パネルディスカッション 電力・ガス自由化がもたらす未来とスマート社会

2016年11月15日

<パネリスト>
佐藤 美智夫 氏(東京電力エナジーパートナー 常務取締役)
小川 要 氏(経済産業省 資源エネルギー庁 電力・ガス事業部 電力市場整備室長)
高木 喜久雄 氏(東芝 エネルギーシステムソリューション社 技師長)
笹山 晋一 氏(東京ガス 執行役員 総合企画部長)

<コーディネーター>
橘川 武郎 氏(東京理科大学大学院 イノベーション研究科 教授)


「顧客に伝わる」磨く

橘川 3つの大きなテーマで議論したい。まず「自由化の成果」をどう深めていくのか。

小川 自由化で料金が下がるかというと、海外では上がった事例もある。料金は燃料価格に左右される面が大きいためだ。固定価格など新しいサービスが出てくるといった、本当の意味のチャレンジはこれからだ。

佐藤 競争する側としては、バリューチェーン全体のサービスの品質を良くして社会に受け入れられることが一番大事だと感じる。そうした努力をすることが、生き残る道だ。

笹山 料金競争だけでなく、サービスも含めたトータルなメリットを顧客に提供していきたい。
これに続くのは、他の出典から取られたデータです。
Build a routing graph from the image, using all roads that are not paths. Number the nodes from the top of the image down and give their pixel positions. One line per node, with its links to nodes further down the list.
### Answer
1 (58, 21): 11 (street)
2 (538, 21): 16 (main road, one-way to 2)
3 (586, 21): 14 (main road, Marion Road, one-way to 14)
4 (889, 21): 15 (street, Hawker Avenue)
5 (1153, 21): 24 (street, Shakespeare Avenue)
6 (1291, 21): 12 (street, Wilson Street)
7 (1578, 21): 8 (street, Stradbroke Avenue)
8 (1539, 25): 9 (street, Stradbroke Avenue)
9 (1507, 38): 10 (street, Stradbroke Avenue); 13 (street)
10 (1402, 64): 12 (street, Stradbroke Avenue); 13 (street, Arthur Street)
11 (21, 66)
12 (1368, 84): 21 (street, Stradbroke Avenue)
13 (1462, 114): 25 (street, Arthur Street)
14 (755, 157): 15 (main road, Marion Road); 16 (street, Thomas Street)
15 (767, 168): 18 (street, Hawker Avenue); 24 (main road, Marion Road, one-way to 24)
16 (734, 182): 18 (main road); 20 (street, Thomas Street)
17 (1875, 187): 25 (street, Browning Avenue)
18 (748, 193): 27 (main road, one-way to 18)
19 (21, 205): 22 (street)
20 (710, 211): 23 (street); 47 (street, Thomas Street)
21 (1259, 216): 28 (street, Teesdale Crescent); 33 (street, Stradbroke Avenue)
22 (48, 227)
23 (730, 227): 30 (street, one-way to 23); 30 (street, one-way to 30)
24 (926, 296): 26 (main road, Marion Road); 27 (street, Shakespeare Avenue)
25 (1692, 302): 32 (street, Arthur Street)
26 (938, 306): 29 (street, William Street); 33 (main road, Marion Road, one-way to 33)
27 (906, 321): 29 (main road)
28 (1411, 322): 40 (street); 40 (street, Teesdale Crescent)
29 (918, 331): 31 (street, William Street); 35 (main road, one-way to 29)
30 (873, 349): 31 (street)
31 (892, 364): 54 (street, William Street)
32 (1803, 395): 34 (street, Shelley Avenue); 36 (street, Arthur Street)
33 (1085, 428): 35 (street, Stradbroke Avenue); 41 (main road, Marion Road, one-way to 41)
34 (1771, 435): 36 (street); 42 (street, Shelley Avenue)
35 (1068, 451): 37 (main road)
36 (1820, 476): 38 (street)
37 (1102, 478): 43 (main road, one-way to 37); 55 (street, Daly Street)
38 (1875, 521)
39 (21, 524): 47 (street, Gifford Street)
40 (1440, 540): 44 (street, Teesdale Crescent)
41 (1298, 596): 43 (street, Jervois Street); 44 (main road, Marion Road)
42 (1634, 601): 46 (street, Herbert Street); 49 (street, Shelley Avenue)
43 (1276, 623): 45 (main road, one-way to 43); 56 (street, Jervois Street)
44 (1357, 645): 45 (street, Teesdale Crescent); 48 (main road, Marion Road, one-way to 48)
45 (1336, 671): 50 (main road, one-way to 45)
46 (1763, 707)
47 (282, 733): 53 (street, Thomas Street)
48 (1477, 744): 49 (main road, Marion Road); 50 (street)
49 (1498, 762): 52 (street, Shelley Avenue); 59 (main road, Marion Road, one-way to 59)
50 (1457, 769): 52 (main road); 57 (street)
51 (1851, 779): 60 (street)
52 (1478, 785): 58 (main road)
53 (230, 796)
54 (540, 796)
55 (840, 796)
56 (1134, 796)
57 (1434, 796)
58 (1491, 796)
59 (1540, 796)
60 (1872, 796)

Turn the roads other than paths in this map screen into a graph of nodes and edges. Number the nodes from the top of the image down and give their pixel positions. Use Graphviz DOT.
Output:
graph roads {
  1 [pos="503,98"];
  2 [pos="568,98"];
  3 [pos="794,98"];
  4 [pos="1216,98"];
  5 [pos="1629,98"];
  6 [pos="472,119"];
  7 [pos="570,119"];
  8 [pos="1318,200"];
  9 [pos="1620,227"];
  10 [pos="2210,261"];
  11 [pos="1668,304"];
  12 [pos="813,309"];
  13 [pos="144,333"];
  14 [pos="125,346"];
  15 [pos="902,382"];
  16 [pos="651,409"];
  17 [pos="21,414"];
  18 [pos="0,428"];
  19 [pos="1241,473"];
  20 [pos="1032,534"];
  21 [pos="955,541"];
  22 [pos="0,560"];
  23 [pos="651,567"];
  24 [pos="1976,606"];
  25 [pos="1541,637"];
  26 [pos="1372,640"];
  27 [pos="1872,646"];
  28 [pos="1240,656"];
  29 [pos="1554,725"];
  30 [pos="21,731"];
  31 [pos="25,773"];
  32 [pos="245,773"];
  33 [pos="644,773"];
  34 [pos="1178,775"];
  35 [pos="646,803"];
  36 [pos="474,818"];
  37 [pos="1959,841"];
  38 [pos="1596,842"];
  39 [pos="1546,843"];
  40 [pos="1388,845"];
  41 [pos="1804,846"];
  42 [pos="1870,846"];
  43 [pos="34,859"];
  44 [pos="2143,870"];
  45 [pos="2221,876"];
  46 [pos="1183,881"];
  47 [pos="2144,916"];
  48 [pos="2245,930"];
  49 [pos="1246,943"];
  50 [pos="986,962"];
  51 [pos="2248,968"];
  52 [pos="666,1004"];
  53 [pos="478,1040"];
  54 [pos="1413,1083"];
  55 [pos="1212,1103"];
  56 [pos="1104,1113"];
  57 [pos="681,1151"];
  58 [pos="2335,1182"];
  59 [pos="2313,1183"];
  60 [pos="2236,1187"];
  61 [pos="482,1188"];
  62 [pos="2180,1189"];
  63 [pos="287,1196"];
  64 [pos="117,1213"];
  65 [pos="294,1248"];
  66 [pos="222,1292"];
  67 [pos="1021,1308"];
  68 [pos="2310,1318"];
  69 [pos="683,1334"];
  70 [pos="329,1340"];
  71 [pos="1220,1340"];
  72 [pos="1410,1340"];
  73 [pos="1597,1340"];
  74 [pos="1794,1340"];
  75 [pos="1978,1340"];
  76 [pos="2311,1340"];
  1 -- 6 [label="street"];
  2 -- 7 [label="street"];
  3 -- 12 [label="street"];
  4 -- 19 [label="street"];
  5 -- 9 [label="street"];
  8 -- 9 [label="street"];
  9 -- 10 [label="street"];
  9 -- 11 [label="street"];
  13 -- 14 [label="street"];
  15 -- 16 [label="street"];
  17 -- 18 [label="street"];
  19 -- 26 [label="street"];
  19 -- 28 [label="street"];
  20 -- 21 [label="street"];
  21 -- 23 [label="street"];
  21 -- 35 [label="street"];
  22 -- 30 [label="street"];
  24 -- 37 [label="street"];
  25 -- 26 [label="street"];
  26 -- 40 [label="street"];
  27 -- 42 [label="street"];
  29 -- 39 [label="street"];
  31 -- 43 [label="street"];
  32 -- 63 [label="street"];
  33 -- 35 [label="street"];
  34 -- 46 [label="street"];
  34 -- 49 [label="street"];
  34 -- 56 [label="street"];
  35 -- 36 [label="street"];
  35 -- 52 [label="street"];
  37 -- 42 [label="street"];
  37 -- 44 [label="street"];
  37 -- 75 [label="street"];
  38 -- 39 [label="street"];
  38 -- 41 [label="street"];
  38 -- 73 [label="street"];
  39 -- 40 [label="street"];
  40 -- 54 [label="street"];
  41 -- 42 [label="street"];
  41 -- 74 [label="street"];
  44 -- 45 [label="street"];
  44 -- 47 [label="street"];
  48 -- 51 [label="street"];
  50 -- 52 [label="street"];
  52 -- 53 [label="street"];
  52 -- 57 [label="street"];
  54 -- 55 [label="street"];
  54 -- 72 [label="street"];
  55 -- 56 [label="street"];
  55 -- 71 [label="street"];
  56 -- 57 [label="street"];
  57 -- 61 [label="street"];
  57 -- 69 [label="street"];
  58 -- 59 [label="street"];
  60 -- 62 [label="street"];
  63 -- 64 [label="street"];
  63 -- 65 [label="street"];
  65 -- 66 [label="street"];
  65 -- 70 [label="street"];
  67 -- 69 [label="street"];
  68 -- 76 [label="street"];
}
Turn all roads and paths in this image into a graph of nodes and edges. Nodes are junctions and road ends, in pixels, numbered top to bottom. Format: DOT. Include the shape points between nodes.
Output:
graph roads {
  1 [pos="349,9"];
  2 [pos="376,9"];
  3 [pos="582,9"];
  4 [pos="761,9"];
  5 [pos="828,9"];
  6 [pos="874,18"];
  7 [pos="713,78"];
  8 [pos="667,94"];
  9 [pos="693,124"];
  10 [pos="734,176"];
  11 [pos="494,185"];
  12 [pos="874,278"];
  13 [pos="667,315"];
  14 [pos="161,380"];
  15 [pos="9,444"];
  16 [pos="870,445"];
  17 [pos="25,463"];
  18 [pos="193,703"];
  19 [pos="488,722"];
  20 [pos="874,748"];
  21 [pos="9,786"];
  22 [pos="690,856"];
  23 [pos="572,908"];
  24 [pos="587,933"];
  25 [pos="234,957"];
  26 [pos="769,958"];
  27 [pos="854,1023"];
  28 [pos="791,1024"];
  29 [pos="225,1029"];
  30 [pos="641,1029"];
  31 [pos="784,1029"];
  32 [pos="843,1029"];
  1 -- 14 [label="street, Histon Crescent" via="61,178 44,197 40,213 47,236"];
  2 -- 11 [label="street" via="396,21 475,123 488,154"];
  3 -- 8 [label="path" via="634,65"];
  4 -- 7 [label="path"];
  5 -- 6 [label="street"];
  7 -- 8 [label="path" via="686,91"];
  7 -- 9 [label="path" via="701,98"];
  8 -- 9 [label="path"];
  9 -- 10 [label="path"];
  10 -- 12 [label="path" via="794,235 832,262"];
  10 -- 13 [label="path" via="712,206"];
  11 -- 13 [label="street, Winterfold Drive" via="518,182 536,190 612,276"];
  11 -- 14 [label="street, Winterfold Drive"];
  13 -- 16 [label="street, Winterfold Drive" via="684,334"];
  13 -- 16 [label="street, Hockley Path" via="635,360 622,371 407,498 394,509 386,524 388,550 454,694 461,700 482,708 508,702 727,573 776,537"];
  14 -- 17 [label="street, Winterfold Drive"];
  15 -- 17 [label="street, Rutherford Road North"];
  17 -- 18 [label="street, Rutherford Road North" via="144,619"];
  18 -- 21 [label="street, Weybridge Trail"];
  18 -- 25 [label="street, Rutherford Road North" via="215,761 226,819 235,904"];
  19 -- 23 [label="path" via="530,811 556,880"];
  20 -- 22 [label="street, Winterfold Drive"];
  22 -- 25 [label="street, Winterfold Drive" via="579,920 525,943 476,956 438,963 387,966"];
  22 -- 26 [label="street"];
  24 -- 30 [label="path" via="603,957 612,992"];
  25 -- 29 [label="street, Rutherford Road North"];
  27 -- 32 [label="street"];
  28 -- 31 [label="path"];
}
また、メリットを社会に伝え、認知度を高めていく必要がある。

高木 託送など川上の新技術を評価する指数はあまりはっきりしていないのが現状だ。周波数制御の蓄電池などでは、使い方も含めたコストなどは見えにくい。新技術を将来の市場にどう生かすかの発想も必要だ。

橘川 事業所や家庭など需要家は様子見をしているとの声もある。

笹山 アンケートによると、興味はあるものの「様子見」という人が多い。実際に切り替えた人の声が重要になる。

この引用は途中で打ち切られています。